How do you replace those numbers? Let me first say that Ruben did the right thing by letting Jayson Werth walk. There wasn't a more shocking move so far this offseason than the Nationals dropping $126 Million on a player that has only two years of full time playing experience and enjoys swinging at low changeups from his knees. But his departure has left a gaping hole in the lineup. The heir apparent to Werth's position appears to be a Spring Training battle between Dom Brown, Ben Fransicso, and Ross Gload, but can they bat fifth?
We all hope that Domonic Brown improves beyond his pedestrian performance in the majors last season and his downright dreadful performance in the Dominican Winter Leagues this offseason. MLB.com still ranks Brown as the #5 prospect in all of baseball heading into 2011. Personally, I think he will become the Darryl Strawberry-esque superstar he's been compared to (without the drug problems). But... he's left handed. As was more than evident last season, the key to mowing down the heart of our lineup late in games is bringing in a left handed relief pitcher. Personally, I think a lot of baseball pundits overvalue the importance of the Lefty-Righty matchup. We're still talking professional hitters facing professional pitchers. But 4 lefties in a row followed by a switch hitter, Utley-Howard-Brown-Ibanez-Victorino. That sounds like a Johan Santana wet dream. The same argument can be made against Ross Gload. Though he has so many holes in his swing that I can't see him being anything but a once a week replacement and a pinch hitter. Ben Francisco, on the other hand, is the right handed bat that can break up the streak of lefties. He's your standard .265 hitter with some power, some speed, and some defense. He's the perfect platoon guy... Which incidentally is exactly what I think you'll see out of these three guys to start the season. Charlie is confident enough in his starting pitching (as he should be) that he knows he can get away with giving all the opportunities in the world to Brown should he struggle. But he also knows he has two above average replacement level players in the lineup. I think you'll see all three of these guys get significant playing time in the outfield this coming season with an aging Ibanez needing days off, and Victorino bound to hit the DL at some point of the season based on his aggressive style of play. All will see time in the 5 hole.

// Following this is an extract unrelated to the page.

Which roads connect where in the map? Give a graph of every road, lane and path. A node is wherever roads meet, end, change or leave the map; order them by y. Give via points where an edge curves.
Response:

Charlie Manuel is loyal to a fault. I think that's why we've seen Jimmy Rollins at the top of the lineup year after year after year. And it's very likely he will be the first Phillies batter to see a regular season pitch this season as well. The problem, however is that he's probably a better fit in the 5 hole. We've heard for years that Jimmy is not the prototypical leadoff hitter. He doesn't swing to get on base, he doesn't slap the ball to the corners particularly well, and he doesn't work the count to get the pitcher off balance. He's never seen a fastball that he didn't like. His swing is the perfect neutralizer in the lineup if placed behind Ryan Howard. The problem, putting him up behind a base clogger like Ryan Howard eliminates Jimmy's speed. How much speed does Jimmy really have left, though? Eliminating last season due to injury, Jimmy stole 47 bags in 2008, then 31 in 2009. Jayson Werth managed to steal 20 bases from the five hole twice as a Phillie. I think the same can be had from Jimmy. Sure, he's not going to hit the same 30HRs as Werth. And it's likely that he won't bat .300. But if someone could finally convince Charlie that Jimmy is not a leadoff hitter, then the most suitable spot in the lineup for him would be slotted right behind the big man.

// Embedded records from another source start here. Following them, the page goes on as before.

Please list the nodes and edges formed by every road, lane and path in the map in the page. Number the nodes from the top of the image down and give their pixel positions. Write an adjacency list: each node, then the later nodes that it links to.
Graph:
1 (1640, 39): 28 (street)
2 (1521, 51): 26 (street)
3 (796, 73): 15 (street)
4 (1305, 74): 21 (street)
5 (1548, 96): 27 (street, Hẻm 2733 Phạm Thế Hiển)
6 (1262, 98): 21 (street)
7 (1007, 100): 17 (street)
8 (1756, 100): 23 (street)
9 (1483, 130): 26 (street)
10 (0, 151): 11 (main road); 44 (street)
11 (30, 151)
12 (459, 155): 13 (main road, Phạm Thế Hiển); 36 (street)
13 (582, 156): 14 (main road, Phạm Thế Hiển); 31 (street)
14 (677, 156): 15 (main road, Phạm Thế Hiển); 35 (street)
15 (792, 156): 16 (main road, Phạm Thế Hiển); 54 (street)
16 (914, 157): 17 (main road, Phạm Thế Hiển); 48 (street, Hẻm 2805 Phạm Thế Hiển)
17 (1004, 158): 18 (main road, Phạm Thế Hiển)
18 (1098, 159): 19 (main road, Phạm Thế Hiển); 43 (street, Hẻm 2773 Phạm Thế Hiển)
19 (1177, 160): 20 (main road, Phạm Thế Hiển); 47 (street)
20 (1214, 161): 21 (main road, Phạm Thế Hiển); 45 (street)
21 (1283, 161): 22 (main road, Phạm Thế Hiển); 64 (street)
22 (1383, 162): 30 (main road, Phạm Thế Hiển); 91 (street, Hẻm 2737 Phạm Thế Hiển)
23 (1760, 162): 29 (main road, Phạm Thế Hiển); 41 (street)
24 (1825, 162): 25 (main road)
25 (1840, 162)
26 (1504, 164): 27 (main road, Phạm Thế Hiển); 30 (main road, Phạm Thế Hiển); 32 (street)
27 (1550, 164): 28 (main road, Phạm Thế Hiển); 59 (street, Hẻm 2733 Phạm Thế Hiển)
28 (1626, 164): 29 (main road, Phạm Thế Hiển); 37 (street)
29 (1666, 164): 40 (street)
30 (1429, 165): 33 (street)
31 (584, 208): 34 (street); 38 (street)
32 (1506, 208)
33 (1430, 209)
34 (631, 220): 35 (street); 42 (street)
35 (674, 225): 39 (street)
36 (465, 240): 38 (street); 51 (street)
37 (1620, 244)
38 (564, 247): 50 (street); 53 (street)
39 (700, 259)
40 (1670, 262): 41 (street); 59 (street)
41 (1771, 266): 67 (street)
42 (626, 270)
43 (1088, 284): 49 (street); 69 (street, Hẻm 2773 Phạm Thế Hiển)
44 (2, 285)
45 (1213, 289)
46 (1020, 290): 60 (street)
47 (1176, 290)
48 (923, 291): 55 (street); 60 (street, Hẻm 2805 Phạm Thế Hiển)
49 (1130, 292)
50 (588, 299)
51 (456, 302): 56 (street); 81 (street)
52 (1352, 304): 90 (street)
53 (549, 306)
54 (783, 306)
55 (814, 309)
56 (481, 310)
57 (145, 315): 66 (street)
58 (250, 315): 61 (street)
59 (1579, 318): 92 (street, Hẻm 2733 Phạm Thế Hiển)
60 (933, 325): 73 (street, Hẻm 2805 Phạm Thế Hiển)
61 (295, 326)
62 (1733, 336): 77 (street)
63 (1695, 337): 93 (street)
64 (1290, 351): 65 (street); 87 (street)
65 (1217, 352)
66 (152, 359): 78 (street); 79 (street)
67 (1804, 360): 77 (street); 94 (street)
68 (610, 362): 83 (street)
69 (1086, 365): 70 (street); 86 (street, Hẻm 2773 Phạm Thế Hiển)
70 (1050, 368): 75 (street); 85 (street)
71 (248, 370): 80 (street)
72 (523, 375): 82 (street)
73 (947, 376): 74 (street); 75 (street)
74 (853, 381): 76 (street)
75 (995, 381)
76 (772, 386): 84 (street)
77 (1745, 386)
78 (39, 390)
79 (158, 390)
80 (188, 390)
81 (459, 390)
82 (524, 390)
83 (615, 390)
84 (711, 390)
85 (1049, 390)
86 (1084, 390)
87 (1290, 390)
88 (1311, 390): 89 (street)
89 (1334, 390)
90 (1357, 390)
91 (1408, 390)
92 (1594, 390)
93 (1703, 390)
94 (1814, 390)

Another interesting option at the five hole is Carlos Ruiz. In a breakout season last year, Ruiz led just about every catcher not named Joe Mauer in "clutch" situations. His OBP in tie ballgames, 8-9th innings, and extra innings led all National league catchers. Is he ready to take the big step of moving up in the lineup?

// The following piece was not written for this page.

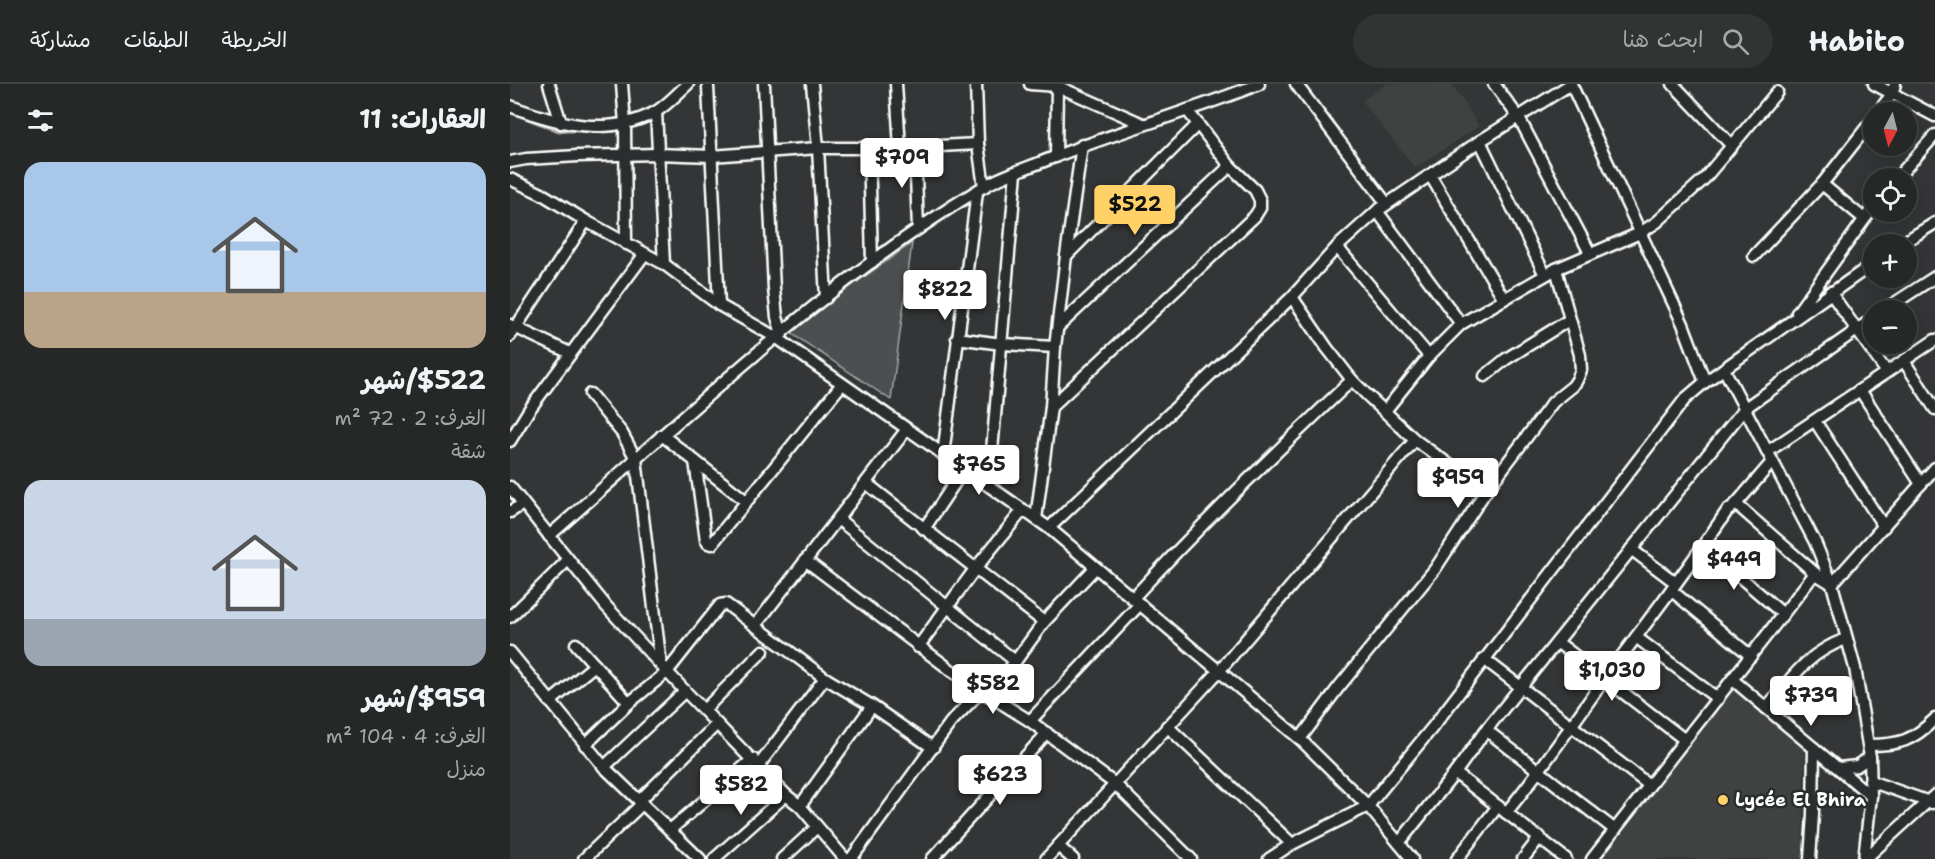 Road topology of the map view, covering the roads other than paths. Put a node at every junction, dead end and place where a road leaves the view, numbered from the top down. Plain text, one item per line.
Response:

What about Raul Ibanez? Can he recapture the magic of the first half of 2009? I've heard Charlie Manuel reporting that Raul is in the "best shape of his career" and already taking swings 3 times a week.
What about looking outside the organization? Charlie Manuel is a hitters coach. He loves taking a raw player and fixing his swing. During the trade deadline last season and before he signed , Charlie expressed his interest in Jeff Francoeur (former 1st round pick and once a #1 prospect). Who's to say he can't find another scrap head project to renovate ala Jayson Werth. My choice: Lastings Milledge. Before you call me crazy, think about it. He's a .270 hitter capable of 75RBI, and 15HRs... and that's before Charlie gets ahold of him. His big drawback has always been that he is a "clubhouse cancer." But I highly doubt that one guy could bring down a clubhouse full of high character guys like we have right now. If anything, Ryan Howard and Jimmy Rollins could take the 25 year old Milledge under their wing and set him straight. He's the perfect "raw tools" guy that Charlie loves to tinker with and I still think that under the right circumstances, he could be an all-star caliber player for someone.
So what are your thoughts and comments?